▶ **PROBLEM**: Write the data out verbatim.

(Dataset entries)
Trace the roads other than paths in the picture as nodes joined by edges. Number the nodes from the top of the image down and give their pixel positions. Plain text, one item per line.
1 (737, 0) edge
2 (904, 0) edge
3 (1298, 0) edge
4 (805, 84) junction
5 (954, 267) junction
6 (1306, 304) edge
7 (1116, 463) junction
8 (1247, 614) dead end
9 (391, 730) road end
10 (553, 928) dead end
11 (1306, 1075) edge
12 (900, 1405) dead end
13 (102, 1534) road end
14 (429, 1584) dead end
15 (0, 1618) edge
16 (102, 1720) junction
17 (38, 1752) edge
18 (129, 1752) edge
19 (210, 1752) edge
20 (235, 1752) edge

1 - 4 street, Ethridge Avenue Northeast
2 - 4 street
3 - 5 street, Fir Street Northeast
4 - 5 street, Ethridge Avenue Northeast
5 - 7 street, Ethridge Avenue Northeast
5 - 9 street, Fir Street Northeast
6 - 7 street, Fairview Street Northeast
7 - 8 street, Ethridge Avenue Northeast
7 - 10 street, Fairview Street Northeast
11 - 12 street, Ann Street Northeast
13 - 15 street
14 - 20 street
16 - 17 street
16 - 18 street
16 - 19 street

▶ **WRITTEN ANSWER**:
Trace the roads other than paths in the picture as nodes joined by edges. Number the nodes from the top of the image down and give their pixel positions. Plain text, one item per line.
1 (737, 0) edge
2 (904, 0) edge
3 (1298, 0) edge
4 (805, 84) junction
5 (954, 267) junction
6 (1306, 304) edge
7 (1116, 463) junction
8 (1247, 614) dead end
9 (391, 730) road end
10 (553, 928) dead end
11 (1306, 1075) edge
12 (900, 1405) dead end
13 (102, 1534) road end
14 (429, 1584) dead end
15 (0, 1618) edge
16 (102, 1720) junction
17 (38, 1752) edge
18 (129, 1752) edge
19 (210, 1752) edge
20 (235, 1752) edge

1 - 4 street, Ethridge Avenue Northeast
2 - 4 street
3 - 5 street, Fir Street Northeast
4 - 5 street, Ethridge Avenue Northeast
5 - 7 street, Ethridge Avenue Northeast
5 - 9 street, Fir Street Northeast
6 - 7 street, Fairview Street Northeast
7 - 8 street, Ethridge Avenue Northeast
7 - 10 street, Fairview Street Northeast
11 - 12 street, Ann Street Northeast
13 - 15 street
14 - 20 street
16 - 17 street
16 - 18 street
16 - 19 street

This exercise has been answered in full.